Topping their list of offenses is his longstanding campaign against the Organ Mountains-Desert Peaks National Monument. 

    In a 2014 op ed, Pearce said he had worked with local officials, ranchers and conservationists on a solution to protect the Organ Mountains. He introduced a bill that had the blessings of soil and water conservation districts, law enforcement, chambers of commerce, and Gov. Susana Martinez, a Republican. The monument would have been 60,000 acres. 

    But that year President Obama approved a 500,000-acre monument, “the largest land grab nationwide of his presidency” Pearce wrote. “This is not how representative government works.”

    Or maybe it is. Pearce doesn’t accept that blue, blue Las Cruces, the state’s second largest city, likes its big monument and has risen to its defense with every mention of downsizing. And yet, there’s a lot of room between 60,000 and 500,000 acres. Clearly, neither side tried too hard to compromise.
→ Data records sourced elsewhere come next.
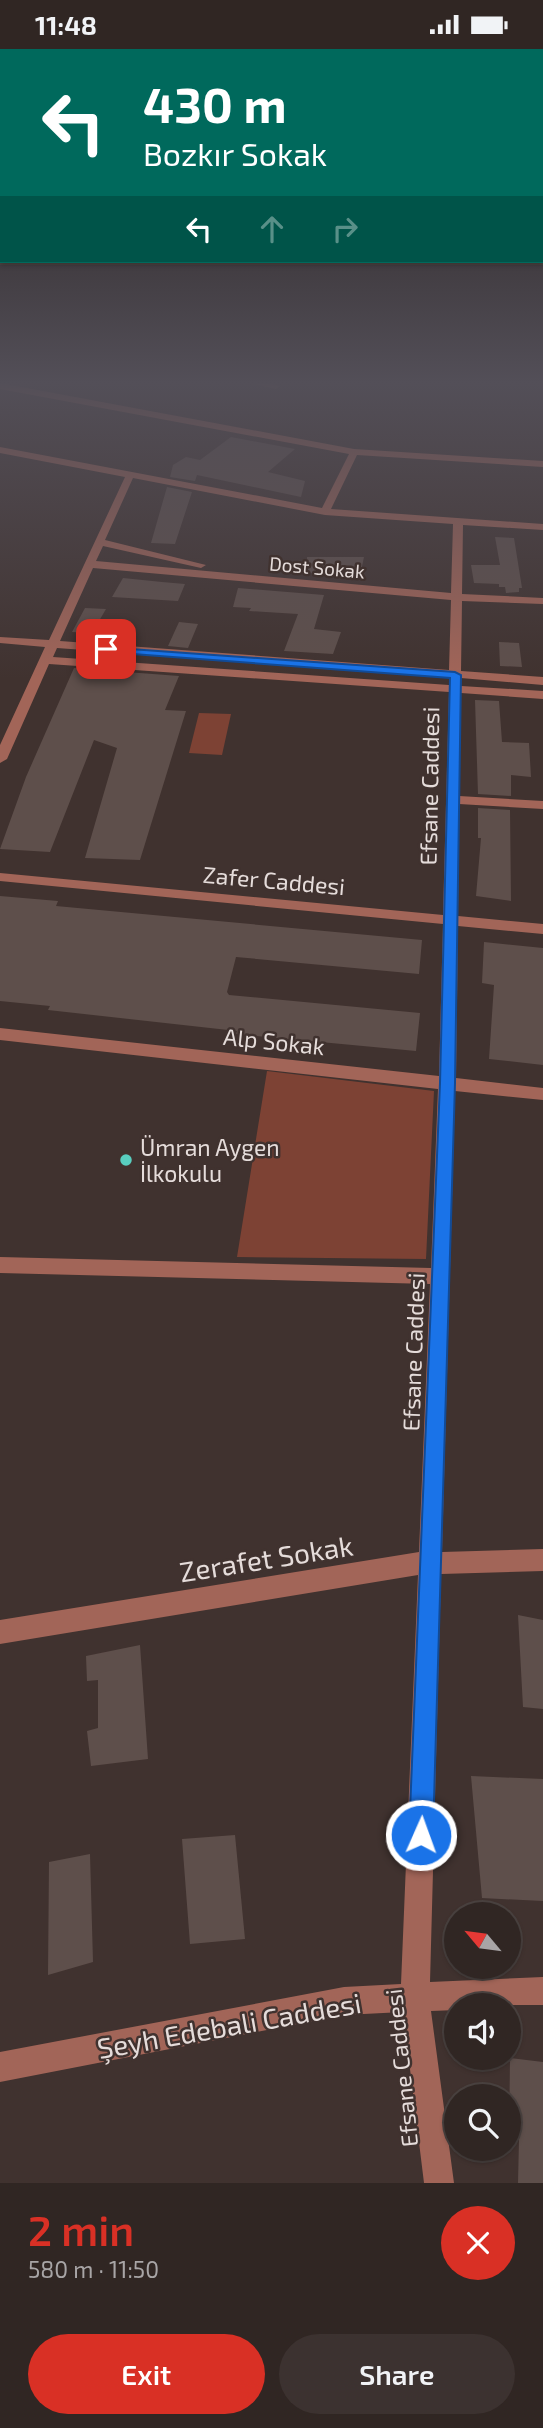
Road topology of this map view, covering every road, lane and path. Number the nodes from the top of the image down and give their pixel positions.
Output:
1 (128, 480) edge
2 (143, 480) edge
3 (341, 480) edge
4 (325, 512) junction
5 (458, 521) junction
6 (543, 527) edge
7 (99, 542) junction
8 (88, 564) junction
9 (267, 580) junction
10 (455, 597) junction
11 (543, 601) edge
12 (0, 640) edge
13 (52, 645) junction
14 (46, 660) junction
15 (543, 681) edge
16 (455, 682) junction
17 (543, 695) edge
18 (0, 759) edge
19 (453, 800) junction
20 (543, 804) edge
21 (0, 877) edge
22 (452, 920) junction
23 (543, 929) edge
24 (0, 1034) edge
25 (447, 1083) junction
26 (543, 1094) edge
27 (0, 1265) edge
28 (440, 1276) junction
29 (543, 1560) edge
30 (430, 1564) junction
31 (0, 1632) edge
32 (543, 1991) edge
33 (415, 1998) junction
34 (0, 2067) edge
35 (439, 2183) edge

1 - 7 street
2 - 4 street
3 - 4 street
4 - 5 street
5 - 6 street
5 - 10 street, Efsane Caddesi
7 - 8 street
7 - 9 street
8 - 9 street, Dost Sokak
8 - 13 street
9 - 10 street, Dost Sokak
10 - 11 street, Dost Sokak
10 - 16 street, Efsane Caddesi
12 - 13 street
13 - 14 street
13 - 16 street
14 - 16 street
14 - 18 street
15 - 16 street
16 - 17 street
16 - 19 street, Efsane Caddesi
19 - 20 street
19 - 22 street, Efsane Caddesi
21 - 22 street, Zafer Caddesi
22 - 23 street, Zafer Caddesi
22 - 25 street, Efsane Caddesi
24 - 25 street, Alp Sokak
25 - 26 street, Alp Sokak
25 - 28 street, Efsane Caddesi
27 - 28 street
28 - 30 street, Efsane Caddesi
29 - 30 street, Zerafet Sokak
30 - 31 street, Zerafet Sokak
30 - 33 street, Efsane Caddesi
32 - 33 street, Şeyh Edebali Caddesi
33 - 34 street, Şeyh Edebali Caddesi
33 - 35 street, Efsane Caddesi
    Pearce also angered Democrats and environmentalists for being the only member of the state’s congressional delegation to vote repeatedly against the Land and Water Conservation Fund. He explained in 2018, when he ran unsuccessfully for governor, that he supported the original intent of the bill, which called for at least 60 percent of funding to support recreation and conservation, but over time, a majority of funding went to land acquisition. 
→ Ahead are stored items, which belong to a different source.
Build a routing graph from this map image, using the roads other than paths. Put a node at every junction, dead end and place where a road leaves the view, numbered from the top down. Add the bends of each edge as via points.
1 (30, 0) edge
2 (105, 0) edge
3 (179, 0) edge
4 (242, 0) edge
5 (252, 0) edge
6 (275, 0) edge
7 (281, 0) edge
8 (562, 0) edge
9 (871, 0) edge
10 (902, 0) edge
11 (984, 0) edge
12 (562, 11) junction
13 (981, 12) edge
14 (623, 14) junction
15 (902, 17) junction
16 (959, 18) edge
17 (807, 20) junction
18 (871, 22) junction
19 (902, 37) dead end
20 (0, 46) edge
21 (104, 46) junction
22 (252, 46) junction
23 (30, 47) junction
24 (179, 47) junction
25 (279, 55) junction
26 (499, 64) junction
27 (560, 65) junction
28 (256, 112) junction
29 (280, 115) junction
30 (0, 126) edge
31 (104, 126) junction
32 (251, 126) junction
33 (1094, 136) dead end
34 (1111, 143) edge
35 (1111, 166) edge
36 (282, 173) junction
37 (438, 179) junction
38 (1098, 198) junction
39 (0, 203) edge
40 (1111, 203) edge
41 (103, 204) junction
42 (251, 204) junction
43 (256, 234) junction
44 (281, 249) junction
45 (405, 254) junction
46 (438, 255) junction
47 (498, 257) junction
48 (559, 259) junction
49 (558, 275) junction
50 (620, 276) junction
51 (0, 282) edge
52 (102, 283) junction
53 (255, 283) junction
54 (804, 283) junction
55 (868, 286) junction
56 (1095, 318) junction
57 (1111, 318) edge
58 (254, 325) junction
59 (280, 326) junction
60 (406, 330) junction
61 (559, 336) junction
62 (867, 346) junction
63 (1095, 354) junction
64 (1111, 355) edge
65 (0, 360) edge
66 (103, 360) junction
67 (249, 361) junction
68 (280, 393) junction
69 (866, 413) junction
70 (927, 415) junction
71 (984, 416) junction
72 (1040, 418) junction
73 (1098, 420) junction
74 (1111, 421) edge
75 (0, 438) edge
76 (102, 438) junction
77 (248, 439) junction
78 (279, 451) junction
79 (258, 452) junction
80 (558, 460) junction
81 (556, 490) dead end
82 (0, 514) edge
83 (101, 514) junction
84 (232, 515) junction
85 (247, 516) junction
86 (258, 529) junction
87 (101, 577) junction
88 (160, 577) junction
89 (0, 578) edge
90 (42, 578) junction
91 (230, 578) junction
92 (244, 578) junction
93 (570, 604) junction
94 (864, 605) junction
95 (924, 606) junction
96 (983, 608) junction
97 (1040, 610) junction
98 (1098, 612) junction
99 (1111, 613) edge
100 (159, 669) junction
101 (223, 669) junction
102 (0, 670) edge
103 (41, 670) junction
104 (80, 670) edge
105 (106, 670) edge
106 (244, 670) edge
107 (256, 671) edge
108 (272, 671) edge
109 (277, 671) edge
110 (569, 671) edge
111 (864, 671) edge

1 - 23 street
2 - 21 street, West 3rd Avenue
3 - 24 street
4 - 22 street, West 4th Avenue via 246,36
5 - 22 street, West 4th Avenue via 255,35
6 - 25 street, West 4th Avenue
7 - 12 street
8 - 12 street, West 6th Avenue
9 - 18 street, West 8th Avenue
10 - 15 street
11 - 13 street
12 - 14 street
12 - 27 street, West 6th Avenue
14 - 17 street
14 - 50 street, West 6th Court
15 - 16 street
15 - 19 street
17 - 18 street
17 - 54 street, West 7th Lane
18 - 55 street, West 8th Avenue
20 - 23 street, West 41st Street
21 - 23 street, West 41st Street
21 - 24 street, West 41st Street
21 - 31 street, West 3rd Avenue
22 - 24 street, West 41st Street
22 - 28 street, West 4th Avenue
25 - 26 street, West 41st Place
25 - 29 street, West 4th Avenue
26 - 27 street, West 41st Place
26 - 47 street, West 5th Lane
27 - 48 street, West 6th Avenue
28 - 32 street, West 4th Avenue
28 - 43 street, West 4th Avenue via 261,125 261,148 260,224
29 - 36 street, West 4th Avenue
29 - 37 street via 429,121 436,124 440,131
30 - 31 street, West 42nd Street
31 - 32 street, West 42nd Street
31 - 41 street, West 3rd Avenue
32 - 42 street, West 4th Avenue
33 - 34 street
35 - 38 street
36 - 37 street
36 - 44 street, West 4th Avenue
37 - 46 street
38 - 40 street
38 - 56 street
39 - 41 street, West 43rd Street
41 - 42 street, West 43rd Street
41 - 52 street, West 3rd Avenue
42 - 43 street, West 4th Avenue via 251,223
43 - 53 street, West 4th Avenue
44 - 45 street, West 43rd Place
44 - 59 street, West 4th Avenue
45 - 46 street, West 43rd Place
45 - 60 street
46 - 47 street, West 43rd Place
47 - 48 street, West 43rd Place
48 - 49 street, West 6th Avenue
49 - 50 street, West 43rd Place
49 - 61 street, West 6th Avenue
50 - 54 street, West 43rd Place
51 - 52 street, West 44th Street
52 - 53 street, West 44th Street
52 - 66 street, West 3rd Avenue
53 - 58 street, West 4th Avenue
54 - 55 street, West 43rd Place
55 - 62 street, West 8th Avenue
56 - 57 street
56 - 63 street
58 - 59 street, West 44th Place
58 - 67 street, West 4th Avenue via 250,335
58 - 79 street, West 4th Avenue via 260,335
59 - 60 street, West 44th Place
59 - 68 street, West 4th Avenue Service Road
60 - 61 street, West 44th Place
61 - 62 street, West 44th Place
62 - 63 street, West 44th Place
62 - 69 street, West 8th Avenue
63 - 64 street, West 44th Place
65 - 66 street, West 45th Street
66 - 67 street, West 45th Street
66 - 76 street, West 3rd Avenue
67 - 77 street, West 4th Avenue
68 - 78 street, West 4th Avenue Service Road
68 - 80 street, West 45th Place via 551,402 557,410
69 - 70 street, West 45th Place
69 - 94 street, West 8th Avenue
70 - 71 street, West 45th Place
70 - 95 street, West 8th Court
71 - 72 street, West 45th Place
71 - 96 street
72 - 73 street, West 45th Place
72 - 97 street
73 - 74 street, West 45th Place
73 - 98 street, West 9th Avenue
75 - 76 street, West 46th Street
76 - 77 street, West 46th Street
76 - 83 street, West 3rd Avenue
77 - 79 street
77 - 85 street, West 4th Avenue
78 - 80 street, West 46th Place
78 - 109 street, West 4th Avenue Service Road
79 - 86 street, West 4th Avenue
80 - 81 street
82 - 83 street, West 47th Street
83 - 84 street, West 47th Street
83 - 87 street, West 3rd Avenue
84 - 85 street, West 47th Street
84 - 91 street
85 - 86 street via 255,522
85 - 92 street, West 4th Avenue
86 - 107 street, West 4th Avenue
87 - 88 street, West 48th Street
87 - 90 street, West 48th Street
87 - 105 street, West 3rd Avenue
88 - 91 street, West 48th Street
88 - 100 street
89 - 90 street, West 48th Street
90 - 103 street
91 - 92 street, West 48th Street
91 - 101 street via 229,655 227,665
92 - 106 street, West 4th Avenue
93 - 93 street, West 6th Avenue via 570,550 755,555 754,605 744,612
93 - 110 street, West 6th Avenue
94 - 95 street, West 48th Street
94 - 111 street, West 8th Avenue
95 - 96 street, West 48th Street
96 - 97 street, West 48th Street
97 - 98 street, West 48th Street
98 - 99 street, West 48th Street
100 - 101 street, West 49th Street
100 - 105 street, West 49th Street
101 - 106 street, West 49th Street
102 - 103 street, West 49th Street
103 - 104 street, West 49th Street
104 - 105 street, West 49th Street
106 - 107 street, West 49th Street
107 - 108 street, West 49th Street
    However, a spokesperson for the House Committee on Natural Resources said funding that year was evenly divided between recreational planning, acquiring land and water, and developing outdoor recreational facilities. The Albuquerque Journal editorialized that Pearce had a long record of working to undermine the fund.

    At 78, Pearce is capping a long, eventful career. He has a better sense than most people of what western lands can deliver. As a New Mexican he must have some appreciation for Chaco Canyon and, we hope, respect for the people who consider it a sacred place. 

    Democrats and environmentalists are expecting the worst. Pearce has at times attacked anyone with different views, but in a 2018 interview he talked about angry political rhetoric. “It’s time for us to take a look in the mirror and throttle down,” he said.

    We hope this is the Steve Pearce who steps up to lead the agency and manage the land for everyone.